In the entries below, tally the lines that contain the string "Left", then state that number alone.

• _Provided records_

|---|

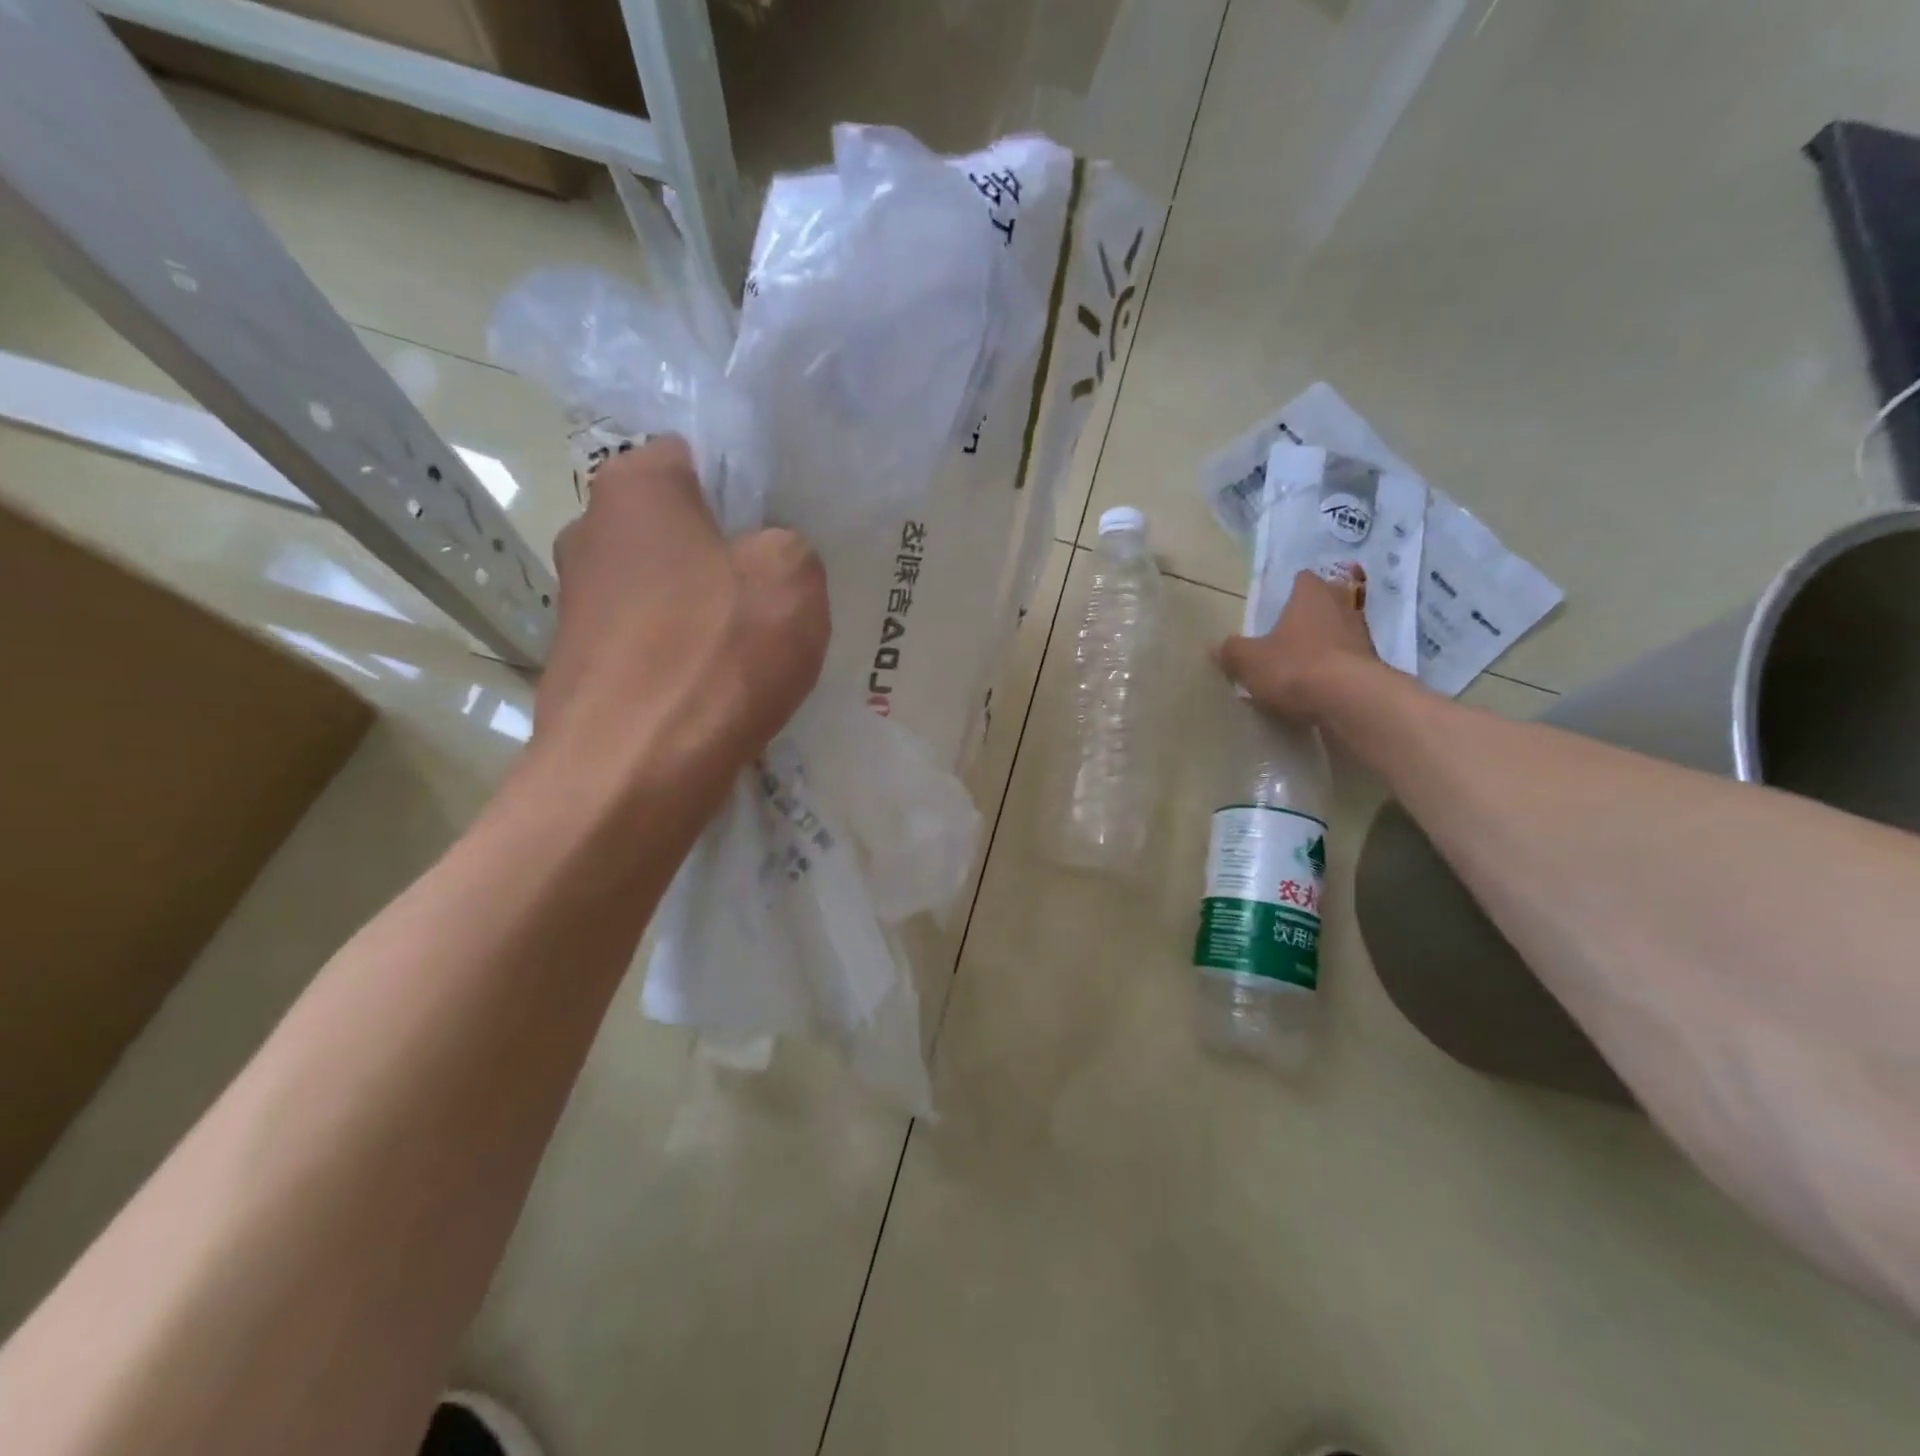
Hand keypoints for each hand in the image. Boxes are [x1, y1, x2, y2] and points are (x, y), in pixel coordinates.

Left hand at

|---|

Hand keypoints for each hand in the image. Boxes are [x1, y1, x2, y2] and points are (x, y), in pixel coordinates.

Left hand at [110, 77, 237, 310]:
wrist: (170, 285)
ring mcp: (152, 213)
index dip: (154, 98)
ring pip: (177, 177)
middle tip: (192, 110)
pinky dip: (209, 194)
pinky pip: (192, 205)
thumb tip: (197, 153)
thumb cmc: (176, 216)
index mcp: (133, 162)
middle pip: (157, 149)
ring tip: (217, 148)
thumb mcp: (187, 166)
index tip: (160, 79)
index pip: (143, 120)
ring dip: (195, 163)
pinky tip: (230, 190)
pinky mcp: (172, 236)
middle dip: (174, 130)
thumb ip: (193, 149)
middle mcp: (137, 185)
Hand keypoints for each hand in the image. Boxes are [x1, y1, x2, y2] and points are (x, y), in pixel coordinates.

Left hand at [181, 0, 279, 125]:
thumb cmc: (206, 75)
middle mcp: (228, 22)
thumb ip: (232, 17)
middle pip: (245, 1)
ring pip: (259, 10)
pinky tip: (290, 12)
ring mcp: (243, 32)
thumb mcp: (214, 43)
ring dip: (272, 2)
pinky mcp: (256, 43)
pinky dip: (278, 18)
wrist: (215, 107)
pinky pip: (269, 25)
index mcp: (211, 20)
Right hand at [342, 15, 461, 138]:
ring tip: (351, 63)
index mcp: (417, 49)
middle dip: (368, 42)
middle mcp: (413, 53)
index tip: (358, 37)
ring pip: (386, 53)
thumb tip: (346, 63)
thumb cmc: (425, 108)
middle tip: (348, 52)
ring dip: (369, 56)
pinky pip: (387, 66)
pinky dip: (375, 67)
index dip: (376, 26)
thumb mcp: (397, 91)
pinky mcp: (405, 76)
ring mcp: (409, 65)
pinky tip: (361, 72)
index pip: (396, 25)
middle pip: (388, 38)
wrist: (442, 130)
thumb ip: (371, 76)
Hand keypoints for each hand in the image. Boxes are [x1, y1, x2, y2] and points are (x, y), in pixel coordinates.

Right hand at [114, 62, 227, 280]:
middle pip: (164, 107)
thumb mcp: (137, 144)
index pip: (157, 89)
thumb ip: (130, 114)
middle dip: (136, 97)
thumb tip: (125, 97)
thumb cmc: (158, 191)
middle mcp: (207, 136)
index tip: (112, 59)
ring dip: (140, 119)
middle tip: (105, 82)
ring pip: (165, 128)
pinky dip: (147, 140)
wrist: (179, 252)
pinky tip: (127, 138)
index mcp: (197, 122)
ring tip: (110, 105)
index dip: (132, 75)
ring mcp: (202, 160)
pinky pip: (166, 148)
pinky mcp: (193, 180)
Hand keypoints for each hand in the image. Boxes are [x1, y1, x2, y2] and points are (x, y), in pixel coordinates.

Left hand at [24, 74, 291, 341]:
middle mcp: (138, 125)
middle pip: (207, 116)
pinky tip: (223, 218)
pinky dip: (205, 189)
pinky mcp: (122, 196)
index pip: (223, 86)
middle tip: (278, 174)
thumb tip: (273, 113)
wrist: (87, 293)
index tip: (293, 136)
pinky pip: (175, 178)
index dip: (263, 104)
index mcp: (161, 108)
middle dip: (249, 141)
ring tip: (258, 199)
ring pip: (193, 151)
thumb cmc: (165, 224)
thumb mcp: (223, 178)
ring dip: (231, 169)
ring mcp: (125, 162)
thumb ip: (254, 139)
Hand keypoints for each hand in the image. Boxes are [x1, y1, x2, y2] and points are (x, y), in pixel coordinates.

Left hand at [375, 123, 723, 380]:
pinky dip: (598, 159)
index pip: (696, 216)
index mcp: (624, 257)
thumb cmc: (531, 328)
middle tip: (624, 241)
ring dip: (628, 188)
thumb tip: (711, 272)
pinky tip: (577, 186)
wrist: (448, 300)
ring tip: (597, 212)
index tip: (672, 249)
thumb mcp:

|---|

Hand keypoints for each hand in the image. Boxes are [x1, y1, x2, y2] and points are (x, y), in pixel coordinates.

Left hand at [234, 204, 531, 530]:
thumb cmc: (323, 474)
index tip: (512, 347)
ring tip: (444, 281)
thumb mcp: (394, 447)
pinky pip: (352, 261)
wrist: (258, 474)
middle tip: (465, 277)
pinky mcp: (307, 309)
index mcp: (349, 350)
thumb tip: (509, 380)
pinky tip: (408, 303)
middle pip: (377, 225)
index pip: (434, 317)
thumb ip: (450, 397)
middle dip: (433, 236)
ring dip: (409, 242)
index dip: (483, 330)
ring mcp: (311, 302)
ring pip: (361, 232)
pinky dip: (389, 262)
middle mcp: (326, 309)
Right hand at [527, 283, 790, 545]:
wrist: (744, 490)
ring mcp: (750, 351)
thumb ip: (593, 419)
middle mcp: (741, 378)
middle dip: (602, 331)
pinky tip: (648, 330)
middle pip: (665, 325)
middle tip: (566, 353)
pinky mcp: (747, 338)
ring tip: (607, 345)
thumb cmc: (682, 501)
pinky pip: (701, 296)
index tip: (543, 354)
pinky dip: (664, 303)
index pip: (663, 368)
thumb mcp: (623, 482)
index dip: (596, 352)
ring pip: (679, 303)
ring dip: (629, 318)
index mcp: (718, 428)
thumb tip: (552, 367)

|---|

• _Your response_
6